* INFORMATION PROVIDED *
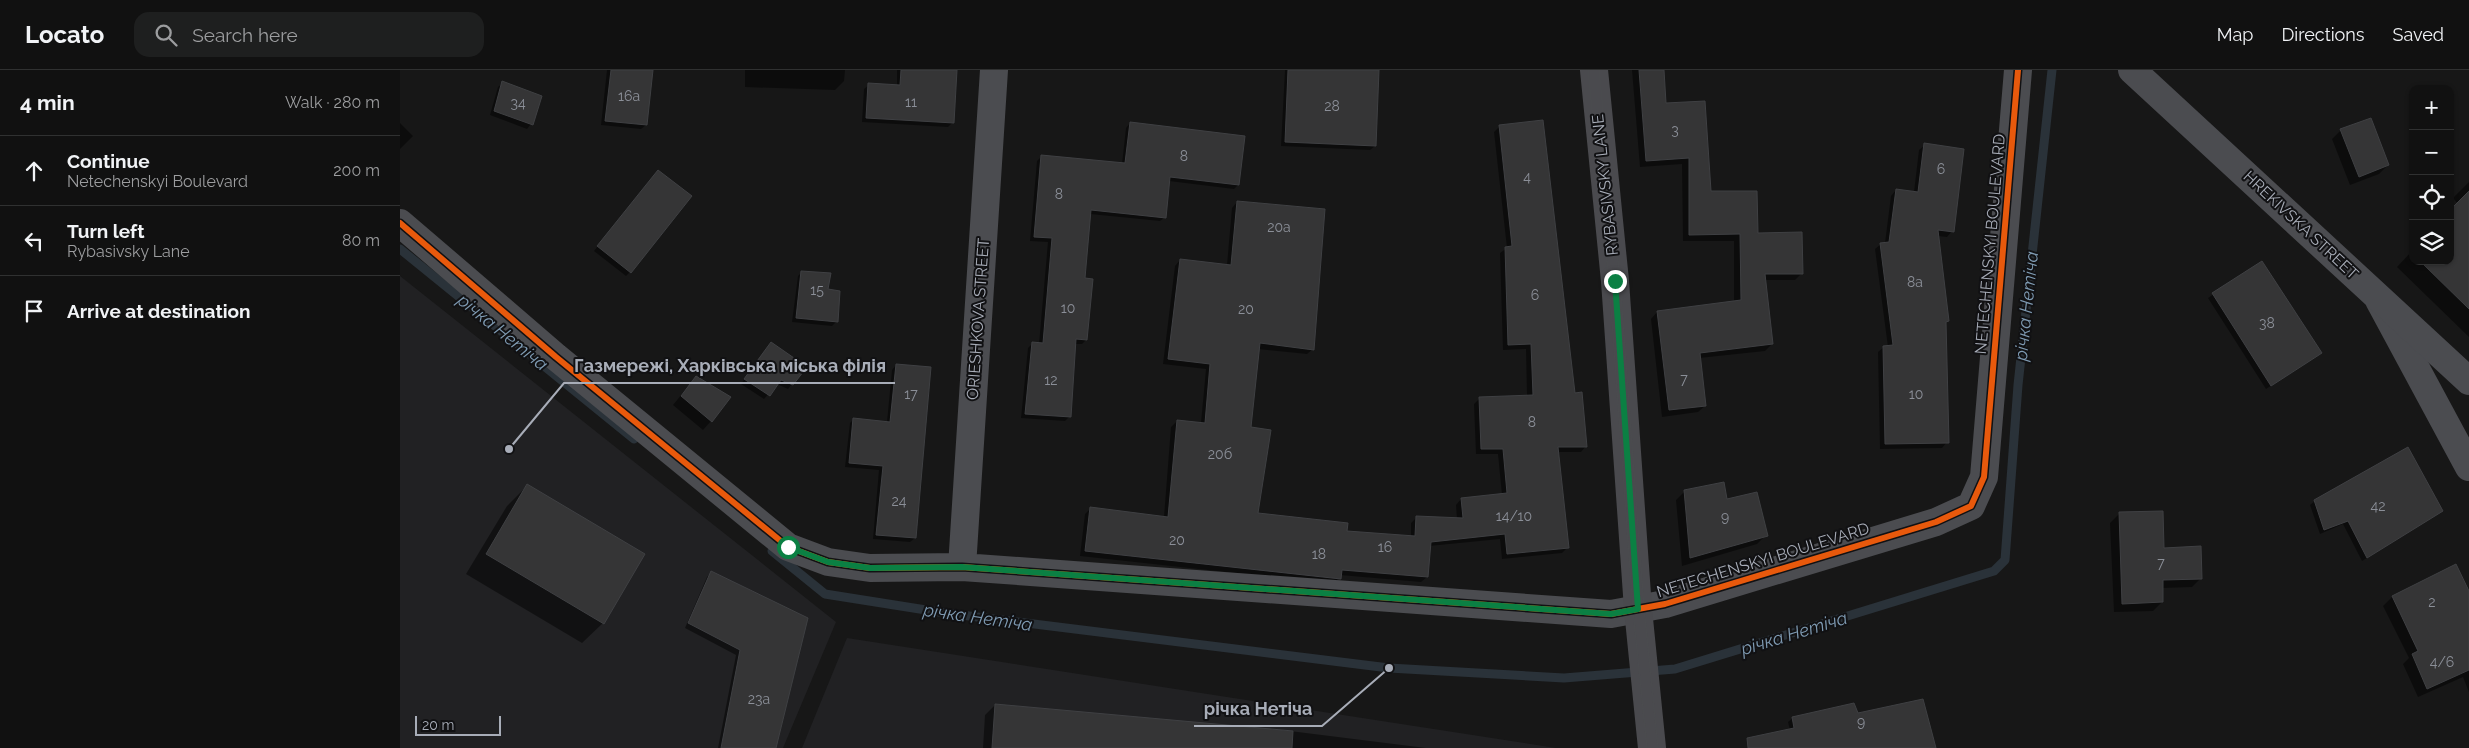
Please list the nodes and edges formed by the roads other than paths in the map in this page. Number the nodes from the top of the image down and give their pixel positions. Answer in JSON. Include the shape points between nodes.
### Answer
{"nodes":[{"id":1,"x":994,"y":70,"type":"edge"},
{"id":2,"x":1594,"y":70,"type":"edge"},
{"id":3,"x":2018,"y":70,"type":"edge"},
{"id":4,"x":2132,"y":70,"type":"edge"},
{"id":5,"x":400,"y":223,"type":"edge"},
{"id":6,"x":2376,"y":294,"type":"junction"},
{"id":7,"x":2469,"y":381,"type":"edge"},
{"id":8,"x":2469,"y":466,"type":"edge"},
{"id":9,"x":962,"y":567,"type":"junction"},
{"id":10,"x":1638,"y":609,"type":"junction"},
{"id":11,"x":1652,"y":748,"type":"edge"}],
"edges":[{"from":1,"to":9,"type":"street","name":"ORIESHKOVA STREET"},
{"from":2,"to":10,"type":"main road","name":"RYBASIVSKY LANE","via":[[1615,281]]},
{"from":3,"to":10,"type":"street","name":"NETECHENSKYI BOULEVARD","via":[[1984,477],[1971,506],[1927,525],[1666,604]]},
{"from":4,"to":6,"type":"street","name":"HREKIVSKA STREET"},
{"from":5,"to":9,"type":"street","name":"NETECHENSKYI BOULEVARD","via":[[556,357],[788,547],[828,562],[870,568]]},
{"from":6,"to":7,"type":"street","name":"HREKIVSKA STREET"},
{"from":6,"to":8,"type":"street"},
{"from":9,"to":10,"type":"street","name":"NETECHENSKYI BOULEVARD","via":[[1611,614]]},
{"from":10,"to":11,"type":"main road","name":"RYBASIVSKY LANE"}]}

* WHAT NEEDS TO BE DONE *
Review the material and copy each line in which the word "Answer" appears.

* TASK SOLUTION *
Please list the nodes and edges formed by the roads other than paths in the map in this page. Number the nodes from the top of the image down and give their pixel positions. Answer in JSON. Include the shape points between nodes.
### Answer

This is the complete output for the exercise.